Similarly, I wasn't fond of how the movie kicked off, with Henrickson in dulcet tones rhetorically asking how Americans became so fascinated with bloody horror. "How did we get here?" the documentary laments, and this line elicits squirmy and uncomfortable rationalisations from Carpenter, Garris, Dante and others that sound suspiciously like apologies. The film concludes in a similar tone: "has the horror movie run out of ideas, or is [the ultra violence] a reflection of American culture?"

The doco casts its net widely, which works both to its benefit and detriment. Limited only by the country from which the subject films come from, there is only so much detail that Nightmares in Red, White and Blue can go into and therefore they say a lot of things that horror fans are already intimately familiar with.
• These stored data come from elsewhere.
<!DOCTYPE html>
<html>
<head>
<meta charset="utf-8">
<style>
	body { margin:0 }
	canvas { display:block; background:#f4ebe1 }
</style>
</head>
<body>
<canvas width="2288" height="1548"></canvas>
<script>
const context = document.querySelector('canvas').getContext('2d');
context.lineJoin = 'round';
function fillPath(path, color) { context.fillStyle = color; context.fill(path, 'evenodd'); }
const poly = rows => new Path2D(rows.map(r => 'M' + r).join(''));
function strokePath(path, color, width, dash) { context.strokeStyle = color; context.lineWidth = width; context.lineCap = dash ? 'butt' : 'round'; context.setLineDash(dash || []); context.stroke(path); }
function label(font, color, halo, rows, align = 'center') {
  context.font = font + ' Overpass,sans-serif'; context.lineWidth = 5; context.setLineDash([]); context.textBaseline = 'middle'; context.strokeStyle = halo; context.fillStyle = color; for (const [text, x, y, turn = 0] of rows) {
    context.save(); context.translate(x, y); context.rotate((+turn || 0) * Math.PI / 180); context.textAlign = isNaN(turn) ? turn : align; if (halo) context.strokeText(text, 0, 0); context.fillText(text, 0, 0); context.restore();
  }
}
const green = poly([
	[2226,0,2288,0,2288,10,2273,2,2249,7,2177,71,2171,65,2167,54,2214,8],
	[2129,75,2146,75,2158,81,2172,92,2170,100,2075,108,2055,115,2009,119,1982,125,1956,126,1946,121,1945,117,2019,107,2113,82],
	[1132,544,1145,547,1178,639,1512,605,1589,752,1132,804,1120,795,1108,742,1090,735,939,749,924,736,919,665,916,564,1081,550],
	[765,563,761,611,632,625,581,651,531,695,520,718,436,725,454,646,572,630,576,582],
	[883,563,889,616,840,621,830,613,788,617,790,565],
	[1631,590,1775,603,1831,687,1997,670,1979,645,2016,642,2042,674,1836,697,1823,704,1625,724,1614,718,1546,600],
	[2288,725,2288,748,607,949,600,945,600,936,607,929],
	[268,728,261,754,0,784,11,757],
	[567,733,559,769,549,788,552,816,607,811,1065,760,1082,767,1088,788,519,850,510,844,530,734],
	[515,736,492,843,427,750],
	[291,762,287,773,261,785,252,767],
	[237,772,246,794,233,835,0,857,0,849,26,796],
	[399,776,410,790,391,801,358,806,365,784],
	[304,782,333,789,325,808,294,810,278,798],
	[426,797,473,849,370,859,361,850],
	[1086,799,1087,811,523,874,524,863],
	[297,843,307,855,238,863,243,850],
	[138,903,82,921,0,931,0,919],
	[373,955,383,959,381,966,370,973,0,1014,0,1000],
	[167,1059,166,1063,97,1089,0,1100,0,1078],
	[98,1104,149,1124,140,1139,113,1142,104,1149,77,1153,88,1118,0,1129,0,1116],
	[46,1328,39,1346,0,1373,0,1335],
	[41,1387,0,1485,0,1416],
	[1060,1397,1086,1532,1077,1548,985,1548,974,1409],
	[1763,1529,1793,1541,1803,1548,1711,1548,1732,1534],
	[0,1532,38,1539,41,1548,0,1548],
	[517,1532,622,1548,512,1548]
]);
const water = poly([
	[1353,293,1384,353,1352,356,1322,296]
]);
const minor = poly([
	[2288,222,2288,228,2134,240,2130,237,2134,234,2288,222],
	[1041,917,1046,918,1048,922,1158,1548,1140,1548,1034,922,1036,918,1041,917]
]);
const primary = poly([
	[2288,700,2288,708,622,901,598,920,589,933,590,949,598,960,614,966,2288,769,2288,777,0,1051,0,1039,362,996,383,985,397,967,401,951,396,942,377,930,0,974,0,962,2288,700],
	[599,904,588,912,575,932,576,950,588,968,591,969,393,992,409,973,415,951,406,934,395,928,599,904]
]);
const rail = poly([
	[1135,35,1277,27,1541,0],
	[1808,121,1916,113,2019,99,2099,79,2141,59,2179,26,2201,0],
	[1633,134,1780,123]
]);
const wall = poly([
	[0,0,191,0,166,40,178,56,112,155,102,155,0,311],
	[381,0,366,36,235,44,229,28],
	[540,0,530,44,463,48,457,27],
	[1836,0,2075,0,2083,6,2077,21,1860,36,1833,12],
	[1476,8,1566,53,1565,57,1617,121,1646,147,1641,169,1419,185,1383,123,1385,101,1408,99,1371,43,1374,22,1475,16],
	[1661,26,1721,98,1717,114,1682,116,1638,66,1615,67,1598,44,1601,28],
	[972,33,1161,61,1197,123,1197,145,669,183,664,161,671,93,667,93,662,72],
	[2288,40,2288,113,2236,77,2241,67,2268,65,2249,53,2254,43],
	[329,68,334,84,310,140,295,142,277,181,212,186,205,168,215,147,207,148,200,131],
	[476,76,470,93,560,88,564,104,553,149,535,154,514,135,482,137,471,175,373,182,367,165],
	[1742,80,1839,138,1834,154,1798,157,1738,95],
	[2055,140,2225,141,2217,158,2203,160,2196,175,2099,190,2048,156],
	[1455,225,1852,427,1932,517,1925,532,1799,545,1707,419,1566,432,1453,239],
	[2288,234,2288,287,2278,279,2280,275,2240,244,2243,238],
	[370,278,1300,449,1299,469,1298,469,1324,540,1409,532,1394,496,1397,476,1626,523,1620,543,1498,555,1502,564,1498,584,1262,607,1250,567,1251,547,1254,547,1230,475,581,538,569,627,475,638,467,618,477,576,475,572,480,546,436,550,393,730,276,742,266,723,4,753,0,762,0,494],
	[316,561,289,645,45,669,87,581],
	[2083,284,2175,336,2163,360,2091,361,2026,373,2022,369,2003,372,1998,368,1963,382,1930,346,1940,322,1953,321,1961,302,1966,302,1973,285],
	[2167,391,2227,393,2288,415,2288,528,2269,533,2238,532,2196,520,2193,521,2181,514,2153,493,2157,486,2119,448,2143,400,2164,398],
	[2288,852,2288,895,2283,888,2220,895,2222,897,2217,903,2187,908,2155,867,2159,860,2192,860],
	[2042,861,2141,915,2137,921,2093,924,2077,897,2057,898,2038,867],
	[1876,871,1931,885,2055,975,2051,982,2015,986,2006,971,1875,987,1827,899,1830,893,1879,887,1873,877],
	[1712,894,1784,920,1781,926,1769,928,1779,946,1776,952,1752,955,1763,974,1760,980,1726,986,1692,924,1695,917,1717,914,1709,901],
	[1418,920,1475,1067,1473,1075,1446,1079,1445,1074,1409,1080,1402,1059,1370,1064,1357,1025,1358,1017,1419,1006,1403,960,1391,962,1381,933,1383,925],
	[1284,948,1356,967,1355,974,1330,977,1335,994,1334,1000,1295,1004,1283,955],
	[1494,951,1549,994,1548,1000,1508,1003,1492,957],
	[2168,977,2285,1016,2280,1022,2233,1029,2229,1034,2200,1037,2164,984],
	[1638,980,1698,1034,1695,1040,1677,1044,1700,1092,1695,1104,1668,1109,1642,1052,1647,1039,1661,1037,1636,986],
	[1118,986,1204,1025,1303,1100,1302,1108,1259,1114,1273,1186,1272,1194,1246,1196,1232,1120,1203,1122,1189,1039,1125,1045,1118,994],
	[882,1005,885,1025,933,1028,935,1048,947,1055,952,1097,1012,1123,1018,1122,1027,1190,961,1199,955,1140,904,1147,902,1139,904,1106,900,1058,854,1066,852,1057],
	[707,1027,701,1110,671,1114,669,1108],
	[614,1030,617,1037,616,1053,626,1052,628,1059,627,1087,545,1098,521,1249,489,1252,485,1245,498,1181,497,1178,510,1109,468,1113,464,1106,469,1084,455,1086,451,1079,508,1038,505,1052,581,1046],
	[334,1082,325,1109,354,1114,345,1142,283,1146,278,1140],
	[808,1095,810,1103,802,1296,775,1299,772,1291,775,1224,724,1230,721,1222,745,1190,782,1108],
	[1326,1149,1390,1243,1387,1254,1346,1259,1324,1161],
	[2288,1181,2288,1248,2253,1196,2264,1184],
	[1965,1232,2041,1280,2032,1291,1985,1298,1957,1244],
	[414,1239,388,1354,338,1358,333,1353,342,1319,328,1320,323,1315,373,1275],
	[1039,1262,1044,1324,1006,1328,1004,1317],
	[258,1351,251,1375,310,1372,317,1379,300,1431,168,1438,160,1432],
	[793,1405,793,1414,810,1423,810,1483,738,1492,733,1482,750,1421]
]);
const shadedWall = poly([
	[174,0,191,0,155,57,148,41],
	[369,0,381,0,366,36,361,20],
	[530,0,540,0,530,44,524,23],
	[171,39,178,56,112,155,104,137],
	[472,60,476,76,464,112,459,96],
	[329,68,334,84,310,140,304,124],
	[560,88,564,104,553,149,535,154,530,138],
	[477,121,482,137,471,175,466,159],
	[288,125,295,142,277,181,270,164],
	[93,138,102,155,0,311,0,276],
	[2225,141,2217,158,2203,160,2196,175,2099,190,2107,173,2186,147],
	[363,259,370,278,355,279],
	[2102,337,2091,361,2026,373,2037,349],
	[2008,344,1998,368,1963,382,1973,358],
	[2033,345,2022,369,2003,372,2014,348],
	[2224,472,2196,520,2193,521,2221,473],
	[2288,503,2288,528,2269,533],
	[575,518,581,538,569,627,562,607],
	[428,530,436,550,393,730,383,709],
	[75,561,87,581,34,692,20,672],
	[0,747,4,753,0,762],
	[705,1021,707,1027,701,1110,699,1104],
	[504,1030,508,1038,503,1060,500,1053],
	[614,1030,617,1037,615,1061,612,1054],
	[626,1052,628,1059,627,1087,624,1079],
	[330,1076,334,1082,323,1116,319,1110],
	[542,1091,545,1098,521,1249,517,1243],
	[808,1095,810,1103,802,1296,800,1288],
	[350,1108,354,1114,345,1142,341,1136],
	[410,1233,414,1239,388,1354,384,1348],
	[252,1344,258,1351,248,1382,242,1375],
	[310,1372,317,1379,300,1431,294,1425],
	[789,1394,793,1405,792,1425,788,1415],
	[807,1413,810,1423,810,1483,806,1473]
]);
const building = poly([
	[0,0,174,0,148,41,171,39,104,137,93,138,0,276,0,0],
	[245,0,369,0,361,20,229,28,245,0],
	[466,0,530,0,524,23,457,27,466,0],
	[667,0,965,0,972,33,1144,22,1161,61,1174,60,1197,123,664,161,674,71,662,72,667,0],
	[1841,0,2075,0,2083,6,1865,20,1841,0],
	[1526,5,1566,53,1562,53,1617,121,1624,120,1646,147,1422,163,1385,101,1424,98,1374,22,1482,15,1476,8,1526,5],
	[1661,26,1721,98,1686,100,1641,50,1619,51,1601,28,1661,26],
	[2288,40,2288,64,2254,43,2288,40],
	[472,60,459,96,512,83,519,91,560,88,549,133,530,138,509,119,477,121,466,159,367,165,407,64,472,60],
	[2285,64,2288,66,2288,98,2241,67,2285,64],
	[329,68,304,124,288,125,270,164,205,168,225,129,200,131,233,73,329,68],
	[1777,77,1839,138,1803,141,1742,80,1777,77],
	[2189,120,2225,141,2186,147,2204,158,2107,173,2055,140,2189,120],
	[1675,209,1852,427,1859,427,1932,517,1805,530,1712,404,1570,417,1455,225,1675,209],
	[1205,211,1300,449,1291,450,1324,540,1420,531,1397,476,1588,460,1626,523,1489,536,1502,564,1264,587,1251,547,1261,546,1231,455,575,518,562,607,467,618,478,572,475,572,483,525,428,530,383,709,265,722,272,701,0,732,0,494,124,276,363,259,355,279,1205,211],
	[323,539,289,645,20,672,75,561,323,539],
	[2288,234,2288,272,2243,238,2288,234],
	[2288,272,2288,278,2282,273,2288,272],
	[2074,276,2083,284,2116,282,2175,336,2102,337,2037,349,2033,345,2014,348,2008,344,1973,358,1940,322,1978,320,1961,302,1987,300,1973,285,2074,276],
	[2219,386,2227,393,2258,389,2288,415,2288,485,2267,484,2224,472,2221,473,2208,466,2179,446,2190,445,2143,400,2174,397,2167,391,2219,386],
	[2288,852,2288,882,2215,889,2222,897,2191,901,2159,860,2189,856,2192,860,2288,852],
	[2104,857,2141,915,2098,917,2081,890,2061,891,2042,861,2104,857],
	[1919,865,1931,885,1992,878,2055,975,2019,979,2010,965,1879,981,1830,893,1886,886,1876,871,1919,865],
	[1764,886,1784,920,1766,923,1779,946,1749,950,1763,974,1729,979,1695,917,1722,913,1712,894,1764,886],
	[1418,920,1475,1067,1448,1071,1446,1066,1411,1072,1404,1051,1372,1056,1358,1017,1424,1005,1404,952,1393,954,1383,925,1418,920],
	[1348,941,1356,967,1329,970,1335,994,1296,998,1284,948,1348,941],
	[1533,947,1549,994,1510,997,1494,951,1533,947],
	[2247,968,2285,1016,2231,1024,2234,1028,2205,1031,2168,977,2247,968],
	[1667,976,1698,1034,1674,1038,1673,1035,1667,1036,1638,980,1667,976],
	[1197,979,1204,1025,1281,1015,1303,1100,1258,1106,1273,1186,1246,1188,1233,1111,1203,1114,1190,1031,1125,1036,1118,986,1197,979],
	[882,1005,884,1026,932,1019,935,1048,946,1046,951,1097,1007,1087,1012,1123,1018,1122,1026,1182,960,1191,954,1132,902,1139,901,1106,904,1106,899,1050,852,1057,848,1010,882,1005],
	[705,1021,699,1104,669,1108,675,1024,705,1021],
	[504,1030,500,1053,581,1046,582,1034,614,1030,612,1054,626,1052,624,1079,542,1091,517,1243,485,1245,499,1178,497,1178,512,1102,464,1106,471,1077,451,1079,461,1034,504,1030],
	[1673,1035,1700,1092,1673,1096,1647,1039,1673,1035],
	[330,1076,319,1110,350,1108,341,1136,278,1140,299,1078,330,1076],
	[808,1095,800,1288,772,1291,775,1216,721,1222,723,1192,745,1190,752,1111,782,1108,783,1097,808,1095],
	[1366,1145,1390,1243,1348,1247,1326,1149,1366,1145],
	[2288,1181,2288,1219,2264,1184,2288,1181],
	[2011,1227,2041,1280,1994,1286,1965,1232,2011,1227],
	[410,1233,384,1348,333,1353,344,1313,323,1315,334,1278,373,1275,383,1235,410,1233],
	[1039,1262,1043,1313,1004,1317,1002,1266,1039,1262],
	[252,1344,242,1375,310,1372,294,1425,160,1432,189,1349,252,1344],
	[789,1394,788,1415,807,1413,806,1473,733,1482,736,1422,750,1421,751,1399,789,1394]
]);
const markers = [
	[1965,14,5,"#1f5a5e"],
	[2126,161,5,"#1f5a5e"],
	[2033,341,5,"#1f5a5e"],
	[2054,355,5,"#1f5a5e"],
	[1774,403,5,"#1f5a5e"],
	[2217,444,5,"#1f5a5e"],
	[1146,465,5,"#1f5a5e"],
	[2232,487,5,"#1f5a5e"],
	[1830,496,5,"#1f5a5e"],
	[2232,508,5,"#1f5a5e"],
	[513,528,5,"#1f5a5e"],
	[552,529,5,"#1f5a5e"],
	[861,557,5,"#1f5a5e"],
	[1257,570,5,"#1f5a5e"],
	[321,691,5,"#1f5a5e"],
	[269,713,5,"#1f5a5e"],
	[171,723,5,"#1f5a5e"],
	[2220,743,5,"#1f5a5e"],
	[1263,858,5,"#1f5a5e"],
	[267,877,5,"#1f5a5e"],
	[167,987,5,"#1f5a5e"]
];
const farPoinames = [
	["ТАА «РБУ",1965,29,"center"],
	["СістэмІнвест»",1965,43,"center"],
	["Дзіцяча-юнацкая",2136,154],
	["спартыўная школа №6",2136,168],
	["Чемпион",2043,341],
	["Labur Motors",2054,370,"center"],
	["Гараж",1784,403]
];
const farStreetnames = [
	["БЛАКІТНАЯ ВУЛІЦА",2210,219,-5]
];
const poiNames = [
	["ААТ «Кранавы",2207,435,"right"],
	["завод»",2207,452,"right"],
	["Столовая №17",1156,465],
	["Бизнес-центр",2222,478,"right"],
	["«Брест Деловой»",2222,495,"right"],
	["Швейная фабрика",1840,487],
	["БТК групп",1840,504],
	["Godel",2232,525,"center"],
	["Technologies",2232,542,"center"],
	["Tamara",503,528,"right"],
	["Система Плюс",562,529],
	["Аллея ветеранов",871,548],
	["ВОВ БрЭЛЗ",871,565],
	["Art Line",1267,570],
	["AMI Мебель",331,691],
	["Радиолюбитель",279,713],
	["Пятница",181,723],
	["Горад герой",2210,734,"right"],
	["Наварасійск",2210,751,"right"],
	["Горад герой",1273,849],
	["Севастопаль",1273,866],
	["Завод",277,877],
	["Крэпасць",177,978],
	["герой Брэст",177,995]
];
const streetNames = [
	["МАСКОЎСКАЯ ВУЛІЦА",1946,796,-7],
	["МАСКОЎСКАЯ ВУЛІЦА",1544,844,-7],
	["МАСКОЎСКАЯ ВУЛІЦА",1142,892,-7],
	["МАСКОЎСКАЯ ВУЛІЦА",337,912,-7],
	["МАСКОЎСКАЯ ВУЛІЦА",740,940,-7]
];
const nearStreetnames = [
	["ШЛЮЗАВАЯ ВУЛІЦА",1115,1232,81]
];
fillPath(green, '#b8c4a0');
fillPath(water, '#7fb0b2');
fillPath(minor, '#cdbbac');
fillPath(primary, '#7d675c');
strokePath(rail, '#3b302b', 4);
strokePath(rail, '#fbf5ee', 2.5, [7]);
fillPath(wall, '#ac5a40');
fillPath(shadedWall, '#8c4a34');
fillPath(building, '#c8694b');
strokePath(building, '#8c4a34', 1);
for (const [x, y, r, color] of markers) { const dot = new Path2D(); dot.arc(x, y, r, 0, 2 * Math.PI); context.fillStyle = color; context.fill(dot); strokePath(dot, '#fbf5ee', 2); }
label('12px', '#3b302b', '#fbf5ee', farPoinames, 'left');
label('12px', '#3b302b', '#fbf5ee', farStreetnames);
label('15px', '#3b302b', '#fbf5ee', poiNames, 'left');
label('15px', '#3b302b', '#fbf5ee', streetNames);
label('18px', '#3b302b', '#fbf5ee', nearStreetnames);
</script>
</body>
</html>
But as its title states, Nightmares in Red, White and Blue is designed to be a retrospective on 'the evolution of the American horror film'. It doesn't seek to deal with the multitude of subgenres in any detail, or offer any particular decade any special notice (although more of its running time is dedicated to '60s-'80s horror than anything else).

The key players in Nightmares in Red, White and Blue are all united in their dedication to the genre, even if some of them can be a bit over-enthusiastic. Icons like Romero, Carpenter, Garris, Dante, Cohen and Corman are always good value, and the quality of their contributions means we can forgive some notable omissions (Hooper and Craven from the Golden Era; Roth, Wan and Whannell from the Modern Era, although the films of all of those men are covered and commented on). The same might not be said of the film critics given voice in Nightmares in Red, White and Blue; most of the over-analysis comes from them.

Although the documentary might not be of great worth for the horror fan who has consumed, digested and consumed again all of the material exhibited here, Nightmares in Red, White and Blue is a neat summary of American horror cinema – its genesis and its development throughout the Golden Age of the sixties and seventies, through to the situation it finds itself in now. The film is easy viewing and, even if you're not particularly interested in the material, hearing the views of a bevy of genre icons is worth the price of admission alone.
Video
The picture is presented in 16:9, and it is crisp and clear.
Audio
The audio is presented in English Dolby 5.1. I had no problems with it. No subtitles are provided.
Extra Features
None.
The Verdict
Movie Score
Disc Score
Overall Score
Nightmares in Red, White and Blue is a documentary for those who aren't familiar, in general terms, with the path that American horror cinema has taken since Edison Studios filmed Mary Shelley's Frankenstein in 1910. For those who are familiar with these films, there are no great revelations here, and the doco's broadness may be more irritating than anything else. However most of the interviewees make Nightmares in Red, White and Blue well worth watching for even the most tuned-in horror fan, and I got a kick out of revisiting some of the genre icons.